**DATASET**.
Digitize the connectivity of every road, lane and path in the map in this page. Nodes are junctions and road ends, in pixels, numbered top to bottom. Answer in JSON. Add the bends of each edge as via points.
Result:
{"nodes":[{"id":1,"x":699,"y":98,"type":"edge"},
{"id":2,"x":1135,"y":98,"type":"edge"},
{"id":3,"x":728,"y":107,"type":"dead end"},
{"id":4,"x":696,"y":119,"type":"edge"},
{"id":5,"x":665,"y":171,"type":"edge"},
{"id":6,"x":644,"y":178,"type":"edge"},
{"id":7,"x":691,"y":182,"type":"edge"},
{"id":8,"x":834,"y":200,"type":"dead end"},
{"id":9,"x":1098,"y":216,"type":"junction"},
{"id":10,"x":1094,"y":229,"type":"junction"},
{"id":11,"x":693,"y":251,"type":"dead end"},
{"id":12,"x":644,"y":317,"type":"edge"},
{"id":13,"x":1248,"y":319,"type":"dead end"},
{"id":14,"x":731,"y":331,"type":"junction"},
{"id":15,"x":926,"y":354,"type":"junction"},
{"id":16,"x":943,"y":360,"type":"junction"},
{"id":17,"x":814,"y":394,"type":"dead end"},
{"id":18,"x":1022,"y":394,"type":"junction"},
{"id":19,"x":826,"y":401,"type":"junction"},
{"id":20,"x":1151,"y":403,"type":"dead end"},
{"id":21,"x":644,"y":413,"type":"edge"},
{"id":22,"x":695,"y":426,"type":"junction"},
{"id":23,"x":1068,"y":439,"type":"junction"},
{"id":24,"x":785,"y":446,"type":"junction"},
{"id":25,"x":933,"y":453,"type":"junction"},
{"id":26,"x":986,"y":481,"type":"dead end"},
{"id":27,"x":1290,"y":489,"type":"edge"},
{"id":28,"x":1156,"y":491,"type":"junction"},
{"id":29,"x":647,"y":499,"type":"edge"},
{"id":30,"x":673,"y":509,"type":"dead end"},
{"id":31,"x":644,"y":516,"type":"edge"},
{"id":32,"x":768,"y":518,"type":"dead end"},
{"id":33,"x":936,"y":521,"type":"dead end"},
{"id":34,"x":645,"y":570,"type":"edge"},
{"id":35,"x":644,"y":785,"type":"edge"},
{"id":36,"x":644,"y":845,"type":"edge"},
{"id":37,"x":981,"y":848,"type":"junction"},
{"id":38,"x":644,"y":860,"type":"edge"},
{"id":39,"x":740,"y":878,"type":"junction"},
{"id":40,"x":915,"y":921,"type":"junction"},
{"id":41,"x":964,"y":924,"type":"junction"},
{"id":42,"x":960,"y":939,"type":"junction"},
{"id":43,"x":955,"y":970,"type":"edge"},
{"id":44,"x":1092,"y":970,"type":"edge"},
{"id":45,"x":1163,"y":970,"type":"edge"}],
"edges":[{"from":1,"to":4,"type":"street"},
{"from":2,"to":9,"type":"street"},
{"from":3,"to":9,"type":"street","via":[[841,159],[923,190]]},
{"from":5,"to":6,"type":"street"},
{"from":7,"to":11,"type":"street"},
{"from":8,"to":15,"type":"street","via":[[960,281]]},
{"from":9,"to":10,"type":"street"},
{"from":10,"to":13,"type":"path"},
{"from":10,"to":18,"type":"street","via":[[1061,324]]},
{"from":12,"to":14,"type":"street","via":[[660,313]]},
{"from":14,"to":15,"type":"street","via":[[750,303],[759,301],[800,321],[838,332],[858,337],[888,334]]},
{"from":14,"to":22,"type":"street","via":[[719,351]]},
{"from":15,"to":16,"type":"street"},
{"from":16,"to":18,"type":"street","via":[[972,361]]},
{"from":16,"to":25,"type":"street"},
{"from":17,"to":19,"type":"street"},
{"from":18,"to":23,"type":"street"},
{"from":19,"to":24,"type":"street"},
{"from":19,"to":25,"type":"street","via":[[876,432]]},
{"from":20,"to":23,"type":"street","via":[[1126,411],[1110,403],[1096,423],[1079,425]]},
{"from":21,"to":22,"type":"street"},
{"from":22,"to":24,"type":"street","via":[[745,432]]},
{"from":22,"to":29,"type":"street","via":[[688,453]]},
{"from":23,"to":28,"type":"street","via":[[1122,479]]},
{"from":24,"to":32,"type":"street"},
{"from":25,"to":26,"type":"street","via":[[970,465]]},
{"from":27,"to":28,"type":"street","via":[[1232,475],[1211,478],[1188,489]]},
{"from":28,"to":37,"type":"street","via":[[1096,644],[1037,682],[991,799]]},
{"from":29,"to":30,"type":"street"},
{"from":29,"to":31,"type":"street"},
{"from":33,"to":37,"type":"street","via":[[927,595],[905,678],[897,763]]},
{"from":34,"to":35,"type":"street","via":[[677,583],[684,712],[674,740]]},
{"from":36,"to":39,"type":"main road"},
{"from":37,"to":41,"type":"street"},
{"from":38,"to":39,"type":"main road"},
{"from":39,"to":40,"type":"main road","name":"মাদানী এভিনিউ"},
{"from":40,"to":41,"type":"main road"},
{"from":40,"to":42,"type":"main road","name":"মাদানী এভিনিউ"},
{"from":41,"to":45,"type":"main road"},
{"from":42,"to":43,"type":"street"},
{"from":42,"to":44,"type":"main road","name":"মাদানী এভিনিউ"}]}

**PROBLEM TO SOLVE**. Type out the entries once more, precisely.

**YOUR RESPONSE**.
Digitize the connectivity of every road, lane and path in the map in this page. Nodes are junctions and road ends, in pixels, numbered top to bottom. Answer in JSON. Add the bends of each edge as via points.
Result:
{"nodes":[{"id":1,"x":699,"y":98,"type":"edge"},
{"id":2,"x":1135,"y":98,"type":"edge"},
{"id":3,"x":728,"y":107,"type":"dead end"},
{"id":4,"x":696,"y":119,"type":"edge"},
{"id":5,"x":665,"y":171,"type":"edge"},
{"id":6,"x":644,"y":178,"type":"edge"},
{"id":7,"x":691,"y":182,"type":"edge"},
{"id":8,"x":834,"y":200,"type":"dead end"},
{"id":9,"x":1098,"y":216,"type":"junction"},
{"id":10,"x":1094,"y":229,"type":"junction"},
{"id":11,"x":693,"y":251,"type":"dead end"},
{"id":12,"x":644,"y":317,"type":"edge"},
{"id":13,"x":1248,"y":319,"type":"dead end"},
{"id":14,"x":731,"y":331,"type":"junction"},
{"id":15,"x":926,"y":354,"type":"junction"},
{"id":16,"x":943,"y":360,"type":"junction"},
{"id":17,"x":814,"y":394,"type":"dead end"},
{"id":18,"x":1022,"y":394,"type":"junction"},
{"id":19,"x":826,"y":401,"type":"junction"},
{"id":20,"x":1151,"y":403,"type":"dead end"},
{"id":21,"x":644,"y":413,"type":"edge"},
{"id":22,"x":695,"y":426,"type":"junction"},
{"id":23,"x":1068,"y":439,"type":"junction"},
{"id":24,"x":785,"y":446,"type":"junction"},
{"id":25,"x":933,"y":453,"type":"junction"},
{"id":26,"x":986,"y":481,"type":"dead end"},
{"id":27,"x":1290,"y":489,"type":"edge"},
{"id":28,"x":1156,"y":491,"type":"junction"},
{"id":29,"x":647,"y":499,"type":"edge"},
{"id":30,"x":673,"y":509,"type":"dead end"},
{"id":31,"x":644,"y":516,"type":"edge"},
{"id":32,"x":768,"y":518,"type":"dead end"},
{"id":33,"x":936,"y":521,"type":"dead end"},
{"id":34,"x":645,"y":570,"type":"edge"},
{"id":35,"x":644,"y":785,"type":"edge"},
{"id":36,"x":644,"y":845,"type":"edge"},
{"id":37,"x":981,"y":848,"type":"junction"},
{"id":38,"x":644,"y":860,"type":"edge"},
{"id":39,"x":740,"y":878,"type":"junction"},
{"id":40,"x":915,"y":921,"type":"junction"},
{"id":41,"x":964,"y":924,"type":"junction"},
{"id":42,"x":960,"y":939,"type":"junction"},
{"id":43,"x":955,"y":970,"type":"edge"},
{"id":44,"x":1092,"y":970,"type":"edge"},
{"id":45,"x":1163,"y":970,"type":"edge"}],
"edges":[{"from":1,"to":4,"type":"street"},
{"from":2,"to":9,"type":"street"},
{"from":3,"to":9,"type":"street","via":[[841,159],[923,190]]},
{"from":5,"to":6,"type":"street"},
{"from":7,"to":11,"type":"street"},
{"from":8,"to":15,"type":"street","via":[[960,281]]},
{"from":9,"to":10,"type":"street"},
{"from":10,"to":13,"type":"path"},
{"from":10,"to":18,"type":"street","via":[[1061,324]]},
{"from":12,"to":14,"type":"street","via":[[660,313]]},
{"from":14,"to":15,"type":"street","via":[[750,303],[759,301],[800,321],[838,332],[858,337],[888,334]]},
{"from":14,"to":22,"type":"street","via":[[719,351]]},
{"from":15,"to":16,"type":"street"},
{"from":16,"to":18,"type":"street","via":[[972,361]]},
{"from":16,"to":25,"type":"street"},
{"from":17,"to":19,"type":"street"},
{"from":18,"to":23,"type":"street"},
{"from":19,"to":24,"type":"street"},
{"from":19,"to":25,"type":"street","via":[[876,432]]},
{"from":20,"to":23,"type":"street","via":[[1126,411],[1110,403],[1096,423],[1079,425]]},
{"from":21,"to":22,"type":"street"},
{"from":22,"to":24,"type":"street","via":[[745,432]]},
{"from":22,"to":29,"type":"street","via":[[688,453]]},
{"from":23,"to":28,"type":"street","via":[[1122,479]]},
{"from":24,"to":32,"type":"street"},
{"from":25,"to":26,"type":"street","via":[[970,465]]},
{"from":27,"to":28,"type":"street","via":[[1232,475],[1211,478],[1188,489]]},
{"from":28,"to":37,"type":"street","via":[[1096,644],[1037,682],[991,799]]},
{"from":29,"to":30,"type":"street"},
{"from":29,"to":31,"type":"street"},
{"from":33,"to":37,"type":"street","via":[[927,595],[905,678],[897,763]]},
{"from":34,"to":35,"type":"street","via":[[677,583],[684,712],[674,740]]},
{"from":36,"to":39,"type":"main road"},
{"from":37,"to":41,"type":"street"},
{"from":38,"to":39,"type":"main road"},
{"from":39,"to":40,"type":"main road","name":"মাদানী এভিনিউ"},
{"from":40,"to":41,"type":"main road"},
{"from":40,"to":42,"type":"main road","name":"মাদানী এভিনিউ"},
{"from":41,"to":45,"type":"main road"},
{"from":42,"to":43,"type":"street"},
{"from":42,"to":44,"type":"main road","name":"মাদানী এভিনিউ"}]}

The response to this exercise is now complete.